= Task statement =
Which lines in the records below mention the word "thumb"? Copy each one out.

Provided data Start Marker

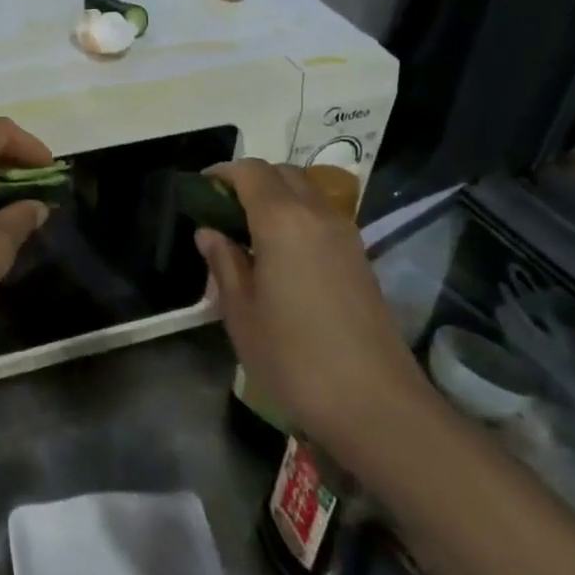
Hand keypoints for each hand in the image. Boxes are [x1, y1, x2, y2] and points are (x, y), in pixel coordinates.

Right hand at [195, 160, 433, 463]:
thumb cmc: (293, 357)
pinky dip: (297, 217)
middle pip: (282, 173)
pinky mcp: (360, 257)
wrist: (375, 403)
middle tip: (222, 212)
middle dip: (250, 181)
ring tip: (249, 234)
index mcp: (282, 221)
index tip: (199, 191)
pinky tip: (281, 256)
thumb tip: (210, 232)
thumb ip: (223, 262)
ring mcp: (345, 235)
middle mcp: (317, 215)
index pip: (250, 171)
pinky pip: (322, 216)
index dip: (221, 173)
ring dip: (275, 197)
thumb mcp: (241, 312)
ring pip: (306, 192)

Provided data End Marker

= Answer to this problem =
thumb cmc: (293, 357)
thumb tip: (210, 232)
thumb ip: (223, 262)
thumb mcp: (241, 312)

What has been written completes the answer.